[Collected data entries]
----------
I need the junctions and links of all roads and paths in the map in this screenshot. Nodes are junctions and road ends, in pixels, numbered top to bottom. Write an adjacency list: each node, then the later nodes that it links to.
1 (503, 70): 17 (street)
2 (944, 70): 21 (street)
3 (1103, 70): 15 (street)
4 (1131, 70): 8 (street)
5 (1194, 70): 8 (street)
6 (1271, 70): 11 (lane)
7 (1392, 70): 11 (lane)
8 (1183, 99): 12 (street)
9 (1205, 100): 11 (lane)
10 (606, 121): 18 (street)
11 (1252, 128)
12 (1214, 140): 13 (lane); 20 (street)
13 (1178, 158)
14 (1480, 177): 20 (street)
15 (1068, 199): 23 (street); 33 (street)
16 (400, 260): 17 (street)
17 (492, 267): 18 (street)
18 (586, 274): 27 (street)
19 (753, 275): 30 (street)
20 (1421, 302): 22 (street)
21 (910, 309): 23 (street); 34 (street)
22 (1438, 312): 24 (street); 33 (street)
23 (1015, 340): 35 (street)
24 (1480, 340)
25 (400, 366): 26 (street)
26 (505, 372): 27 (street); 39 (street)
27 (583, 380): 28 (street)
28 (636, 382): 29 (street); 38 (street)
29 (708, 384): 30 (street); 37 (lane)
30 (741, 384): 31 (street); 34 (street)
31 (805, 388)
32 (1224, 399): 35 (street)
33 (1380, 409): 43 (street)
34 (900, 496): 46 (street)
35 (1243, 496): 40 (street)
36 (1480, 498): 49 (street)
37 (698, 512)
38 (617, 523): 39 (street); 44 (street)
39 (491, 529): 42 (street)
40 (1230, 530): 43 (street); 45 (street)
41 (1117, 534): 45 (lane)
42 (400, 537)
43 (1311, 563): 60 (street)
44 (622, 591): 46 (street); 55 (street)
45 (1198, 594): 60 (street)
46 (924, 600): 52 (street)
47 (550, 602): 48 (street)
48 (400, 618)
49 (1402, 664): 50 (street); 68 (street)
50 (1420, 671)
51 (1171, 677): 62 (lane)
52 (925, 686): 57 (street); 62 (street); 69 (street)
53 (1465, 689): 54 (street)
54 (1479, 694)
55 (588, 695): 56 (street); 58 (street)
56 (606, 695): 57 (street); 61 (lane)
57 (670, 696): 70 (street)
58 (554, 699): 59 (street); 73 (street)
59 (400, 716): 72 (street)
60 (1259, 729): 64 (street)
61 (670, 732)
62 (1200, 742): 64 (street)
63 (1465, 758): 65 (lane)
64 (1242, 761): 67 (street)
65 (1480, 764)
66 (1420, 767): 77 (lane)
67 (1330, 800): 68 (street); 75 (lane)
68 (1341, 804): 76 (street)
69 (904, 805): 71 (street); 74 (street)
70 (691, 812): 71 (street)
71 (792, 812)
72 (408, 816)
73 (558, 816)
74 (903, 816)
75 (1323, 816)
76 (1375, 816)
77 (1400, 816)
----------
Task item: The records are to be retyped exactly. No line may be skipped.

Result of the task:
I need the junctions and links of all roads and paths in the map in this screenshot. Nodes are junctions and road ends, in pixels, numbered top to bottom. Write an adjacency list: each node, then the later nodes that it links to.
1 (503, 70): 17 (street)
2 (944, 70): 21 (street)
3 (1103, 70): 15 (street)
4 (1131, 70): 8 (street)
5 (1194, 70): 8 (street)
6 (1271, 70): 11 (lane)
7 (1392, 70): 11 (lane)
8 (1183, 99): 12 (street)
9 (1205, 100): 11 (lane)
10 (606, 121): 18 (street)
11 (1252, 128)
12 (1214, 140): 13 (lane); 20 (street)
13 (1178, 158)
14 (1480, 177): 20 (street)
15 (1068, 199): 23 (street); 33 (street)
16 (400, 260): 17 (street)
17 (492, 267): 18 (street)
18 (586, 274): 27 (street)
19 (753, 275): 30 (street)
20 (1421, 302): 22 (street)
21 (910, 309): 23 (street); 34 (street)
22 (1438, 312): 24 (street); 33 (street)
23 (1015, 340): 35 (street)
24 (1480, 340)
25 (400, 366): 26 (street)
26 (505, 372): 27 (street); 39 (street)
27 (583, 380): 28 (street)
28 (636, 382): 29 (street); 38 (street)
29 (708, 384): 30 (street); 37 (lane)
30 (741, 384): 31 (street); 34 (street)
31 (805, 388)
32 (1224, 399): 35 (street)
33 (1380, 409): 43 (street)
34 (900, 496): 46 (street)
35 (1243, 496): 40 (street)
36 (1480, 498): 49 (street)
37 (698, 512)
38 (617, 523): 39 (street); 44 (street)
39 (491, 529): 42 (street)
40 (1230, 530): 43 (street); 45 (street)
41 (1117, 534): 45 (lane)
42 (400, 537)
43 (1311, 563): 60 (street)
44 (622, 591): 46 (street); 55 (street)
45 (1198, 594): 60 (street)
46 (924, 600): 52 (street)
47 (550, 602): 48 (street)
48 (400, 618)
49 (1402, 664): 50 (street); 68 (street)
50 (1420, 671)
51 (1171, 677): 62 (lane)
52 (925, 686): 57 (street); 62 (street); 69 (street)
53 (1465, 689): 54 (street)
54 (1479, 694)
55 (588, 695): 56 (street); 58 (street)
56 (606, 695): 57 (street); 61 (lane)
57 (670, 696): 70 (street)
58 (554, 699): 59 (street); 73 (street)
59 (400, 716): 72 (street)
60 (1259, 729): 64 (street)
61 (670, 732)
62 (1200, 742): 64 (street)
63 (1465, 758): 65 (lane)
64 (1242, 761): 67 (street)
65 (1480, 764)
66 (1420, 767): 77 (lane)
67 (1330, 800): 68 (street); 75 (lane)
68 (1341, 804): 76 (street)
69 (904, 805): 71 (street); 74 (street)
70 (691, 812): 71 (street)
71 (792, 812)
72 (408, 816)
73 (558, 816)
74 (903, 816)
75 (1323, 816)
76 (1375, 816)
77 (1400, 816)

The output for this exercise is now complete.